Fiona Tan: Disorient

Amsterdam-based artist's two-screen video installation dissects myths and ideas of identity within historical colonialism
In the darkness of Fiona Tan's video installation, Disorient, huge beanbag cushions are scattered across the floor. Lounging visitors are softly lit by the glow of two huge screens. A male voice recounts extracts from Marco Polo's Book of the Marvels of The World, detailing a series of far away places with exotic sounding names, the religious customs or physical attributes of their populations and the remarkable commodities to be found. Pearls, indigo, porcelain, coral; the sonorous voice laps like waves: an entrepreneur's fever dream. The air could easily be thick with opium smoke.
Marco Polo was born into Venice's mercantile class in 1254. Manuscripts detailing his account of traveling for 24 years through the Middle East and East Asia circulated widely through Europe kindling powerful visions of exotic places to be explored and handsome fortunes to be made. An annotated copy of Marco Polo's travels was among the books Christopher Columbus carried on his voyages.
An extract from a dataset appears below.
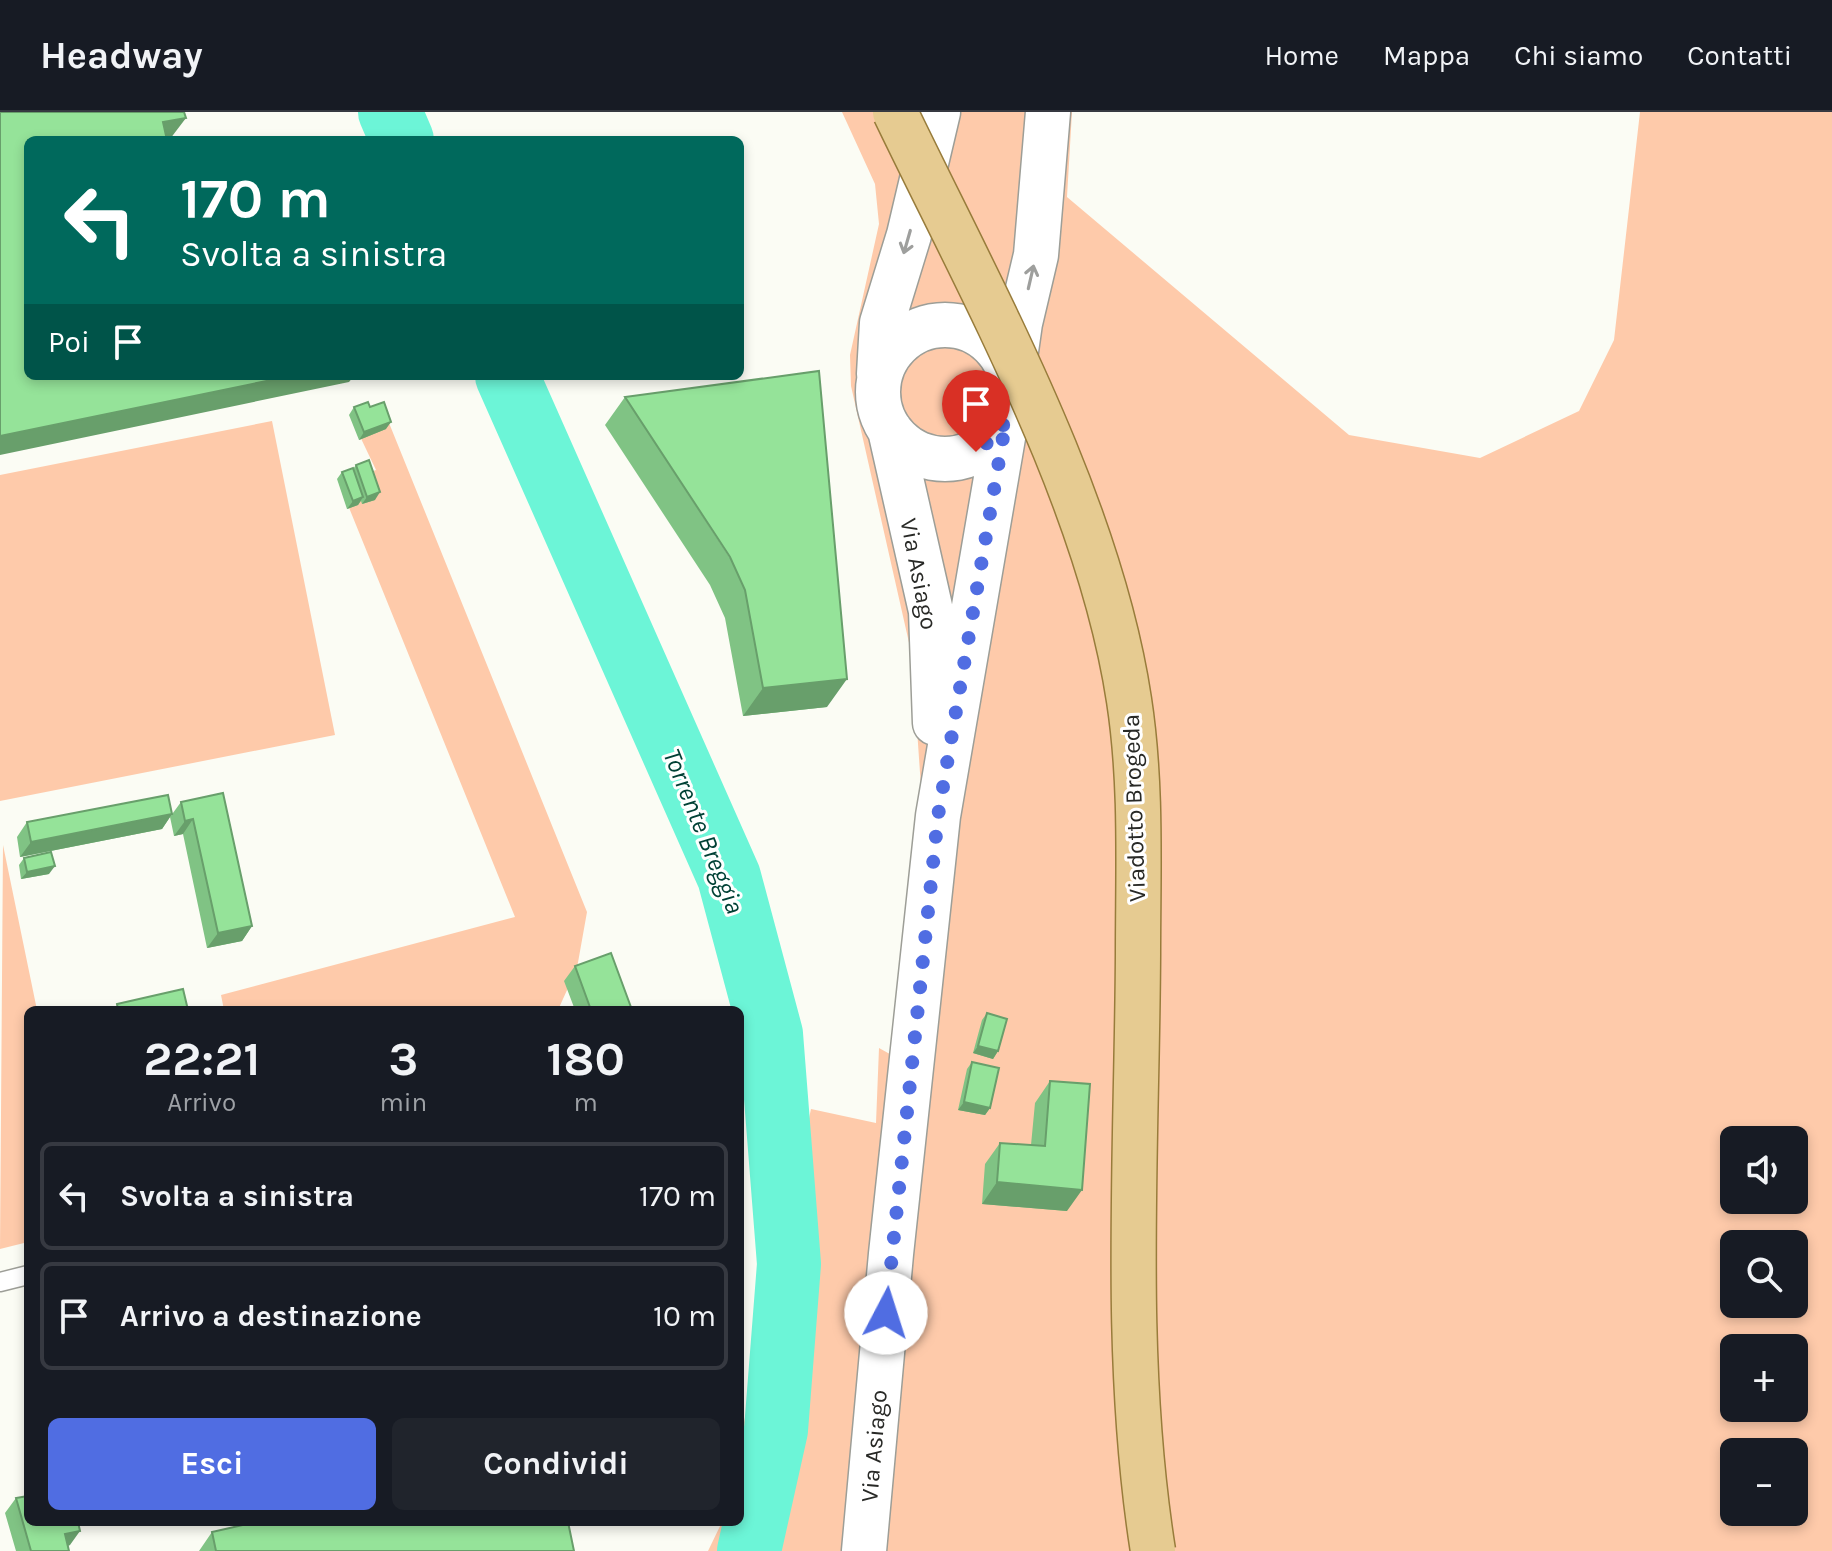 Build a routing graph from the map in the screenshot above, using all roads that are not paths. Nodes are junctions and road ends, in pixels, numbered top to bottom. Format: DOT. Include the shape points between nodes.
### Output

A man sprawled on a beanbag is snoring contentedly while a screen above him shows piles of luxurious goods passing in and out of view: rich textiles, bowls overflowing with spices, statuettes, Chinese lanterns, stuffed animals from a long-gone era. A second screen shows rapid paced snippets of people occupied in activities such as work, prayer or travel, oblivious to Polo's description of their lives.
Commissioned by The Mondriaan Fund for the Dutch Pavilion at the Venice Biennale of 2009, Disorient invokes the entrepreneurial spirit upon which many colonial empires were founded. It was acquired for Glasgow Museum's collection and was first displayed at GoMA in 2012. Built by a wealthy merchant in 1778, GoMA's building has also served as the Royal Exchange where merchants and businessmen once congregated to deal in commodities such as coal and sugar. In Glasgow as in Venice, power and wealth derived from spices, tobacco and slavery is no longer conspicuously accumulated. Instead both cities trade on the production of cultural capital.
GoMA, until Sun 26 Jan 2020.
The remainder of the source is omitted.